A suspensão da empreitada, cuja conclusão estava prevista para 2023, resultará numa perda de 83 milhões de euros vindos de fundos comunitários, que o executivo terá agora de decidir onde aplicar. "Não podem ser aplicados aqui, Vamos encontrar outra forma de aplicar esta verba. No próximo ano, é impossível alocar esta verba numa outra obra desta dimensão", explica o ministro. Não no prazo de um ano: a decisão do Parlamento "adia qualquer obra no metro por pelo menos três anos".

De acordo com o ministro do Ambiente, existe ainda "o risco de ter de pagar indemnizações aos empreiteiros e de devolver os terrenos" investidos para a empreitada. "Para além de dois anos de trabalho intenso, do estudo de impacto ambiental e de todo o esforço feito também por um conjunto de empresas privadas que concorreram para estes concursos. Não temos dúvidas que dezenas de milhões de euros já foram investidos neste projeto", esclarece.

A situação pode ser revertida? "Por via dos tribunais, certamente sim. Mas queimamos tempo que é precioso"

O que se seguir, "terá de ser o tribunal a decidi-lo", pois "o PSD não estará disponível para alterar o seu sentido de voto". Pela "via dos tribunais", o executivo acredita que "certamente" a suspensão se poderá reverter, "mas queimamos tempo que é precioso".

Além da proposta do PAN, foi também aprovada uma outra do PCP no mesmo sentido, que determina que "durante o ano de 2020 o Governo promove as medidas necessárias junto da empresa Metropolitano de Lisboa, no sentido de suspender o processo de construção da Linha Circular entre o Cais Sodré e o Campo Grande, devendo ser dada prioridade à expansão da rede de Metropolitano até Loures, bem como para Alcântara e zona ocidental de Lisboa". Também esta aprovação já foi confirmada em plenário, com o voto contra do PS, a abstenção da Iniciativa Liberal e o voto favorável de todos os restantes partidos.
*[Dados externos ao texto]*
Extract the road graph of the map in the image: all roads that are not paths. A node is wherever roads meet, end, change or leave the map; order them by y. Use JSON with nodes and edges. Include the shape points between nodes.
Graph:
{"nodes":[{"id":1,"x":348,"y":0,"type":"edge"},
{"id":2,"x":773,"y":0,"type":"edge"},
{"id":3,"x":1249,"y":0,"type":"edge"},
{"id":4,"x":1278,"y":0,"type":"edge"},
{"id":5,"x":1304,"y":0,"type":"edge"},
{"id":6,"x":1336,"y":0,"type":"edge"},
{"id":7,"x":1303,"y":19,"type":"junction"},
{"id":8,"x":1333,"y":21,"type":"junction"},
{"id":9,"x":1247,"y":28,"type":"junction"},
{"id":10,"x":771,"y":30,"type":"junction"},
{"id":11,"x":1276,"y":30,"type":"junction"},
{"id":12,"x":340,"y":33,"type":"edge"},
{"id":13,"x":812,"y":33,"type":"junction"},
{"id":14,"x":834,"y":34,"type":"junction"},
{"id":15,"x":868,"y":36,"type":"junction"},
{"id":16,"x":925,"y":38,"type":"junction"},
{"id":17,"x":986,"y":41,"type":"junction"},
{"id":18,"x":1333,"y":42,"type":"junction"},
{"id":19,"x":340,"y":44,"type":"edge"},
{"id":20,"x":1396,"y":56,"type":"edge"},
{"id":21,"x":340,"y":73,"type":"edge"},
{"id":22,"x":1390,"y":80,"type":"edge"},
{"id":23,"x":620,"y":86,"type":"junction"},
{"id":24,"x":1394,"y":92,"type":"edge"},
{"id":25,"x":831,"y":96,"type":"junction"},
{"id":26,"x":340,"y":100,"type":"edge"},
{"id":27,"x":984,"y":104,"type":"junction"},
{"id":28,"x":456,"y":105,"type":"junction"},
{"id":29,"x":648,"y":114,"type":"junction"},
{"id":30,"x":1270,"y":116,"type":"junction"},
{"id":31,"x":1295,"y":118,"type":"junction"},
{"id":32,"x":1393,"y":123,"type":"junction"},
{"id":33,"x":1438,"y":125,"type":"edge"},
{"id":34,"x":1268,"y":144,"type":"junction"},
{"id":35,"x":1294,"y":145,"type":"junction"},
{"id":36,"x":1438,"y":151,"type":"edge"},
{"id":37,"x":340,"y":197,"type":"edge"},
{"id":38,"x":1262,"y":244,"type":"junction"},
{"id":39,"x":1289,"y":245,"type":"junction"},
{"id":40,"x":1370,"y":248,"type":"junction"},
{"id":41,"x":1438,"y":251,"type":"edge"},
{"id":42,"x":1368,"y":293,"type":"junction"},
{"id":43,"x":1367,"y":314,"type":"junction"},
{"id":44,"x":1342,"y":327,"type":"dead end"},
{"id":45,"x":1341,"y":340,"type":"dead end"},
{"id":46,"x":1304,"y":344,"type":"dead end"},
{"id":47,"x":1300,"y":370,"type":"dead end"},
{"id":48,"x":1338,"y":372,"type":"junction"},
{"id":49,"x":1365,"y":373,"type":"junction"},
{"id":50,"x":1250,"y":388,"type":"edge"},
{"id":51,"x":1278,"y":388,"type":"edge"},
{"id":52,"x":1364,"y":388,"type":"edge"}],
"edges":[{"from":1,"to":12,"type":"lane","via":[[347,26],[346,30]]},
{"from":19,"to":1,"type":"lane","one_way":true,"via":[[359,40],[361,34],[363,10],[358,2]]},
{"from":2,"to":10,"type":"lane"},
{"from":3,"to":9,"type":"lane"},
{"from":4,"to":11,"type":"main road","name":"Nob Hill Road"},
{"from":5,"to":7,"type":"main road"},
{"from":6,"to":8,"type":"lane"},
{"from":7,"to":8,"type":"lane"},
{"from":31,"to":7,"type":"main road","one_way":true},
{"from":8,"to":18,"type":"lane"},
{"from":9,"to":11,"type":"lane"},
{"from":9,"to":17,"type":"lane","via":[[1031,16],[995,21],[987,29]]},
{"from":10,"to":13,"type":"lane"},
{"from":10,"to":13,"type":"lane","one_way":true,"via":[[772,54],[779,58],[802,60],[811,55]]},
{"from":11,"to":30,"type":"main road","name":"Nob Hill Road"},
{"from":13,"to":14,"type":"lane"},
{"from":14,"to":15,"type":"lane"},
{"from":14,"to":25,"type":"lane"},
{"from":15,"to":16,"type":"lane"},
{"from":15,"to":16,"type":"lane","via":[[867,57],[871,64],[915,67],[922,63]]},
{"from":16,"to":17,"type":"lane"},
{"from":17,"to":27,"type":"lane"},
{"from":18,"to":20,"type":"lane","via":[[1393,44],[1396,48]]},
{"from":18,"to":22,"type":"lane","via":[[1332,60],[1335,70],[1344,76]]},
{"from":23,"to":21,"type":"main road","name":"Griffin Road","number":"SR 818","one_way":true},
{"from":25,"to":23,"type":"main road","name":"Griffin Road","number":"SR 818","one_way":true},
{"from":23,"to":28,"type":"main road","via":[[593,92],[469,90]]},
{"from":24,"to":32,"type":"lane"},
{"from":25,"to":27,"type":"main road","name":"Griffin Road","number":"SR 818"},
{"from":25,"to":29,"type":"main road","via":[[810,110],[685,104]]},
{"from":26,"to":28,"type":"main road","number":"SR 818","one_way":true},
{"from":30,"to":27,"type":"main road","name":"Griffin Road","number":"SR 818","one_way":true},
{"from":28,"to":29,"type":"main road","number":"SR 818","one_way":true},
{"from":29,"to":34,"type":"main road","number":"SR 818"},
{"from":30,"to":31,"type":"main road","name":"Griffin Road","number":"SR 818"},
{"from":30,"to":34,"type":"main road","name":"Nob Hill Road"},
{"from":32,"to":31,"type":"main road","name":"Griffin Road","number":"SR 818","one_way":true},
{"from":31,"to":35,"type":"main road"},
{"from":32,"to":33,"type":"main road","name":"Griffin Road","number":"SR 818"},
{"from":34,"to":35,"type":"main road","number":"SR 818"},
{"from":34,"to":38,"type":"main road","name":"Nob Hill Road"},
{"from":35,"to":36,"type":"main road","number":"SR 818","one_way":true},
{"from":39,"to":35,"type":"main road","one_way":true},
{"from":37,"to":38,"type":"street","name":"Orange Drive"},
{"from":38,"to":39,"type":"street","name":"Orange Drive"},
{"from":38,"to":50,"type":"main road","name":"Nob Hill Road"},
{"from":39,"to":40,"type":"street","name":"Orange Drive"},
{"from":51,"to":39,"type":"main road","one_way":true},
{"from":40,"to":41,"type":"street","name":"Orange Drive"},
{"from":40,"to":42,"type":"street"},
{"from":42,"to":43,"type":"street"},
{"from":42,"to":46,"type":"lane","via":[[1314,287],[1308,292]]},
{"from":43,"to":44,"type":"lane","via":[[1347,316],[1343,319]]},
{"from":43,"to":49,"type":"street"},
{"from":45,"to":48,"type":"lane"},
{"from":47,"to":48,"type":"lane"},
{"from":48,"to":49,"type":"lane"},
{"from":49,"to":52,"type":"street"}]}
Na nota explicativa, o PCP acusa o Governo de impor "opções desastrosas" na estratégia de investimento do metropolitano de Lisboa, como "é o caso da famigerada "Linha Circular" que não responde às necessidades de mobilidade das populações da região metropolitana e prejudica os utentes do Metro, adiando investimentos fundamentais nas ligações a Loures e a Alcântara / Zona Ocidental de Lisboa".

Medina fala em "atentado gravíssimo"

O desagrado sobre a notícia sobre a suspensão da linha circular também se alarga ao presidente da Câmara Municipal de Lisboa, que reagiu através da sua página de Facebook. De acordo com Fernando Medina, "a proposta do PAN e PCP com voto do PSD de suspensão do projeto de expansão do metro de Lisboa é um atentado gravíssimo aos interesses de todos os que vivem, trabalham e visitam Lisboa".

O autarca diz não aceitar que a justificação para a suspensão desta linha seja "alegadamente para dar prioridade à expansão da linha vermelha". "Não faz qualquer sentido", explica, "pois este projeto já vem sendo trabalhado com o Estado e será incluído no acordo de investimentos para o próximo quadro comunitário".

Tudo isto acontece "precisamente no momento em que cada vez mais esta prioridade é reconhecida como essencial", acrescenta.

Fernando Medina termina a sua publicação com um "apelo aos proponentes e ao PSD", para "que retirem a proposta e evitem um prejuízo incalculável numa matéria tão central para a mobilidade de milhões de cidadãos".